Print each entry word for word without images.
** Opening PROVIDED RECORDS block **
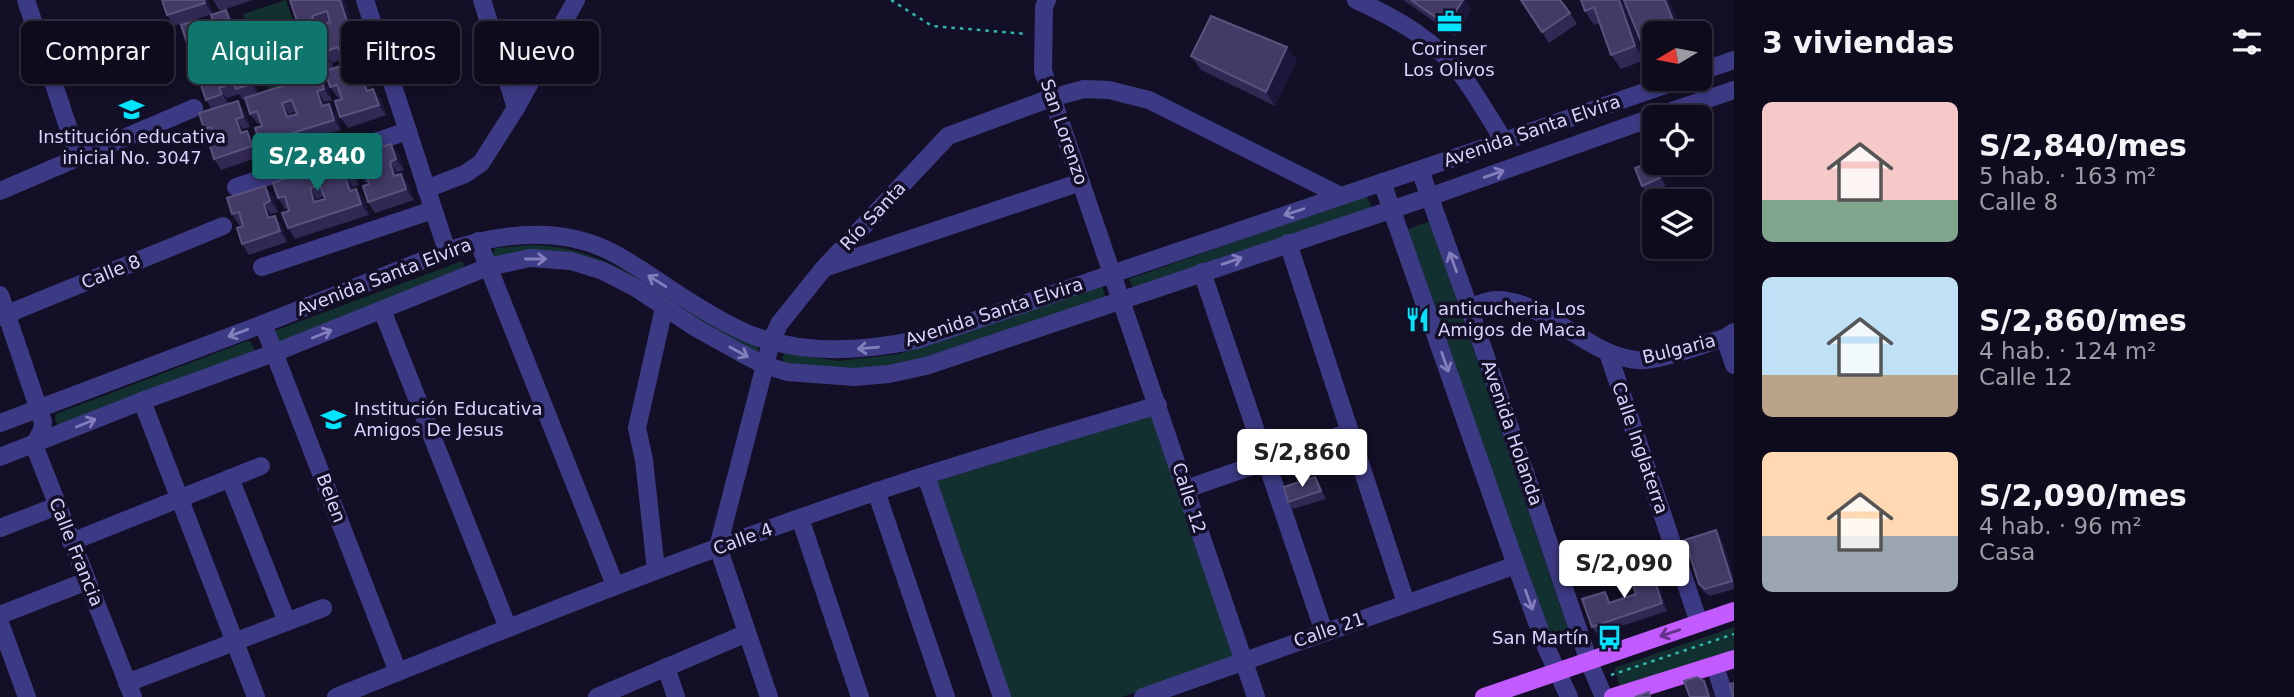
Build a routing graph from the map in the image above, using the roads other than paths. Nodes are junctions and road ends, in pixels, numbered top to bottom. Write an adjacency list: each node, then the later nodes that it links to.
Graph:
1 (26, 0): 19 (street)
2 (365, 0): 17 (street)
3 (482, 0): 15 (street)
4 (576, 0): 15 (street)
5 (1047, 0): 12 (street, San Lorenzo)
6 (1356, 0): 7 (street)
7 (1386, 6): 18 (street)
8 (1734, 60): 9 (street)
9 (1712, 68)
10 (1734, 90): 13 (street, Avenida Santa Elvira)
11 (1648, 91): 18 (street, Avenida Santa Elvira)
12 (1052, 98): 21 (street, San Lorenzo); 26 (street, Río Santa); 36 (street, Río Santa)
13 (1690, 105)
14 (194, 108): 19 (street)
15 (516, 108): 24 (street)
16 (1642, 121): 27 (street, Avenida Santa Elvira, one-way to 16)
17 (408, 131): 23 (street); 24 (street)
18 (1504, 141): 20 (street, Avenida Santa Elvira)
19 (78, 157): 25 (street)
20 (1419, 170): 22 (street, Avenida Santa Elvira); 27 (street, Avenida Holanda)
21 (1081, 182): 36 (street); 38 (street, San Lorenzo)
22 (1382, 183): 26 (street, Avenida Santa Elvira); 28 (street)
23 (236, 187)
24 (426, 189): 29 (street)
25 (0, 191)
26 (1340, 197): 38 (street, Avenida Santa Elvira, one-way to 38)
27 (1430, 197): 28 (street, Avenida Santa Elvira); 41 (street, Avenida Holanda, one-way to 27)
28 (1392, 209): 32 (street, Avenida Santa Elvira); 71 (street, one-way to 71)
29 (433, 210): 33 (street); 34 (street)
30 (223, 226): 44 (street, Calle 8)
31 (478, 241): 33 (street, Avenida Santa Elvira); 35 (street); 47 (street, Avenida Santa Elvira, one-way to 31)
32 (1288, 243): 37 (street, Avenida Santa Elvira, one-way to 32); 56 (street)
33 (447, 251): 45 (street, Avenida Santa Elvira)
34 (262, 267)
35 (488, 267): 42 (street, Avenida Santa Elvira, one-way to 42); 43 (street, Avenida Santa Elvira); 74 (street)
36 (824, 268): 47 (street, Río Santa)
37 (1202, 272): 40 (street, Avenida Santa Elvira); 59 (street)
38 (1112, 273): 40 (street, San Lorenzo); 47 (street, Avenida Santa Elvira, one-way to 47)
39 (0, 295): 44 (street)
40 (1121, 299): 50 (street, Avenida Santa Elvira); 53 (street, Calle 12)
41 (1469, 307): 49 (street, Bulgaria); 88 (street, Avenida Holanda)
42 (664, 308): 50 (street, Avenida Santa Elvira, one-way to 50); 72 (street)
43 (382, 310): 48 (street, Avenida Santa Elvira, one-way to 43); 82 (street)
44 (3, 316): 54 (street)
45 (263, 324): 48 (street, Belen); 54 (street, Avenida Santa Elvira, one-way to 54)
46 (1730, 335): 49 (street, Bulgaria); 51 (street)
47 (771, 342): 50 (street, Río Santa)
48 (274, 353): 52 (street, Avenida Santa Elvira); 92 (street, Belen)
49 (1608, 353): 81 (street, Calle Inglaterra)
50 (764, 365): 70 (street, Río Santa)
51 (1734, 365)
52 (142, 401): 57 (street, Avenida Santa Elvira, one-way to 52); 65 (street)
53 (1158, 405): 61 (street, Calle 4); 63 (street, Calle 12)
54 (38, 408): 55 (street, Avenida Santa Elvira); 57 (street)
55 (0, 423)
56 (1350, 432): 59 (street); 75 (street)
57 (34, 445): 58 (street, Avenida Santa Elvira); 66 (street, Calle Francia)
58 (0, 457)
59 (1266, 461): 63 (street); 83 (street)
60 (261, 466): 62 (street)
61 (926, 476): 64 (street, Calle 4); 103 (street)
62 (230, 478): 65 (street); 80 (street)
63 (1186, 489): 87 (street, Calle 12)
64 (876, 491): 67 (street, Calle 4); 102 (street)
65 (180, 498): 69 (street); 85 (street)
66 (57, 506): 68 (street); 69 (street, Calle Francia)
67 (800, 519): 70 (street, Calle 4); 101 (street)
68 (0, 528)
69 (71, 542): 73 (street, Calle Francia)
70 (718, 547): 72 (street, Calle 4); 84 (street)
71 (1516, 565): 75 (street, Calle 21); 91 (street, one-way to 91)
72 (656, 570): 74 (street, Calle 4)
73 (87, 581): 78 (street); 94 (street, Calle Francia)
74 (615, 585): 82 (street, Calle 4)
75 (1406, 603): 83 (street, Calle 21)
76 (323, 608): 80 (street)
77 (1734, 611): 81 (main road)
78 (0, 615)
79 (0, 622): 95 (street)
80 (286, 622): 85 (street)
81 (1699, 623): 88 (main road, one-way to 88)
82 (508, 628): 92 (street, Calle 4)
83 (1324, 632): 87 (street, Calle 21)
84 (747, 633): 90 (street); 100 (street)
85 (235, 642): 94 (street); 96 (street)
86 (1734, 659): 89 (main road)
87 (1243, 660): 104 (street, Calle 21); 105 (street, Calle 12)
88 (1589, 662): 91 (main road); 93 (street, Avenida Holanda)
89 (1715, 666): 108 (main road); 109 (street)
90 (666, 667): 98 (street); 99 (street)
91 (1558, 671): 106 (main road); 107 (street)
92 (398, 672): 97 (street, Calle 4)
93 (1600, 689)
94 (130, 690)
95 (27, 697)
96 (256, 697)
97 (336, 697)
98 (597, 697)
99 (676, 697)
100 (769, 697)
101 (860, 697)
102 (946, 697)
103 (1002, 697)
104 (1143, 697)
105 (1256, 697)
106 (1484, 697)
107 (1569, 697)
108 (1613, 697)
109 (1725, 697)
** Closing PROVIDED RECORDS block **
[SOLUTION TO THIS TASK]
Build a routing graph from the map in the image above, using the roads other than paths. Nodes are junctions and road ends, in pixels, numbered top to bottom. Write an adjacency list: each node, then the later nodes that it links to.
Graph:
1 (26, 0): 19 (street)
2 (365, 0): 17 (street)
3 (482, 0): 15 (street)
4 (576, 0): 15 (street)
5 (1047, 0): 12 (street, San Lorenzo)
6 (1356, 0): 7 (street)
7 (1386, 6): 18 (street)
8 (1734, 60): 9 (street)
9 (1712, 68)
10 (1734, 90): 13 (street, Avenida Santa Elvira)
11 (1648, 91): 18 (street, Avenida Santa Elvira)
12 (1052, 98): 21 (street, San Lorenzo); 26 (street, Río Santa); 36 (street, Río Santa)
13 (1690, 105)
14 (194, 108): 19 (street)
15 (516, 108): 24 (street)
16 (1642, 121): 27 (street, Avenida Santa Elvira, one-way to 16)
17 (408, 131): 23 (street); 24 (street)
18 (1504, 141): 20 (street, Avenida Santa Elvira)
19 (78, 157): 25 (street)
20 (1419, 170): 22 (street, Avenida Santa Elvira); 27 (street, Avenida Holanda)
21 (1081, 182): 36 (street); 38 (street, San Lorenzo)
22 (1382, 183): 26 (street, Avenida Santa Elvira); 28 (street)
23 (236, 187)
24 (426, 189): 29 (street)
25 (0, 191)
26 (1340, 197): 38 (street, Avenida Santa Elvira, one-way to 38)
27 (1430, 197): 28 (street, Avenida Santa Elvira); 41 (street, Avenida Holanda, one-way to 27)
28 (1392, 209): 32 (street, Avenida Santa Elvira); 71 (street, one-way to 71)
29 (433, 210): 33 (street); 34 (street)
30 (223, 226): 44 (street, Calle 8)
31 (478, 241): 33 (street, Avenida Santa Elvira); 35 (street); 47 (street, Avenida Santa Elvira, one-way to 31)
32 (1288, 243): 37 (street, Avenida Santa Elvira, one-way to 32); 56 (street)
33 (447, 251): 45 (street, Avenida Santa Elvira)
34 (262, 267)
35 (488, 267): 42 (street, Avenida Santa Elvira, one-way to 42); 43 (street, Avenida Santa Elvira); 74 (street)
36 (824, 268): 47 (street, Río Santa)
37 (1202, 272): 40 (street, Avenida Santa Elvira); 59 (street)
38 (1112, 273): 40 (street, San Lorenzo); 47 (street, Avenida Santa Elvira, one-way to 47)
39 (0, 295): 44 (street)
40 (1121, 299): 50 (street, Avenida Santa Elvira); 53 (street, Calle 12)
41 (1469, 307): 49 (street, Bulgaria); 88 (street, Avenida Holanda)
42 (664, 308): 50 (street, Avenida Santa Elvira, one-way to 50); 72 (street)
43 (382, 310): 48 (street, Avenida Santa Elvira, one-way to 43); 82 (street)
44 (3, 316): 54 (street)
45 (263, 324): 48 (street, Belen); 54 (street, Avenida Santa Elvira, one-way to 54)
46 (1730, 335): 49 (street, Bulgaria); 51 (street)
47 (771, 342): 50 (street, Río Santa)
48 (274, 353): 52 (street, Avenida Santa Elvira); 92 (street, Belen)
49 (1608, 353): 81 (street, Calle Inglaterra)
50 (764, 365): 70 (street, Río Santa)
51 (1734, 365)
52 (142, 401): 57 (street, Avenida Santa Elvira, one-way to 52); 65 (street)
53 (1158, 405): 61 (street, Calle 4); 63 (street, Calle 12)
54 (38, 408): 55 (street, Avenida Santa Elvira); 57 (street)
55 (0, 423)
56 (1350, 432): 59 (street); 75 (street)
57 (34, 445): 58 (street, Avenida Santa Elvira); 66 (street, Calle Francia)
58 (0, 457)
59 (1266, 461): 63 (street); 83 (street)
60 (261, 466): 62 (street)
61 (926, 476): 64 (street, Calle 4); 103 (street)
62 (230, 478): 65 (street); 80 (street)
63 (1186, 489): 87 (street, Calle 12)
64 (876, 491): 67 (street, Calle 4); 102 (street)
65 (180, 498): 69 (street); 85 (street)
66 (57, 506): 68 (street); 69 (street, Calle Francia)
67 (800, 519): 70 (street, Calle 4); 101 (street)
68 (0, 528)
69 (71, 542): 73 (street, Calle Francia)
70 (718, 547): 72 (street, Calle 4); 84 (street)
71 (1516, 565): 75 (street, Calle 21); 91 (street, one-way to 91)
72 (656, 570): 74 (street, Calle 4)
73 (87, 581): 78 (street); 94 (street, Calle Francia)
74 (615, 585): 82 (street, Calle 4)
75 (1406, 603): 83 (street, Calle 21)
76 (323, 608): 80 (street)
77 (1734, 611): 81 (main road)
78 (0, 615)
79 (0, 622): 95 (street)
80 (286, 622): 85 (street)
81 (1699, 623): 88 (main road, one-way to 88)
82 (508, 628): 92 (street, Calle 4)
83 (1324, 632): 87 (street, Calle 21)
84 (747, 633): 90 (street); 100 (street)
85 (235, 642): 94 (street); 96 (street)
86 (1734, 659): 89 (main road)
87 (1243, 660): 104 (street, Calle 21); 105 (street, Calle 12)
88 (1589, 662): 91 (main road); 93 (street, Avenida Holanda)
89 (1715, 666): 108 (main road); 109 (street)
90 (666, 667): 98 (street); 99 (street)
91 (1558, 671): 106 (main road); 107 (street)
92 (398, 672): 97 (street, Calle 4)
93 (1600, 689)
94 (130, 690)
95 (27, 697)
96 (256, 697)
97 (336, 697)
98 (597, 697)
99 (676, 697)
100 (769, 697)
101 (860, 697)
102 (946, 697)
103 (1002, 697)
104 (1143, 697)
105 (1256, 697)
106 (1484, 697)
107 (1569, 697)
108 (1613, 697)
109 (1725, 697)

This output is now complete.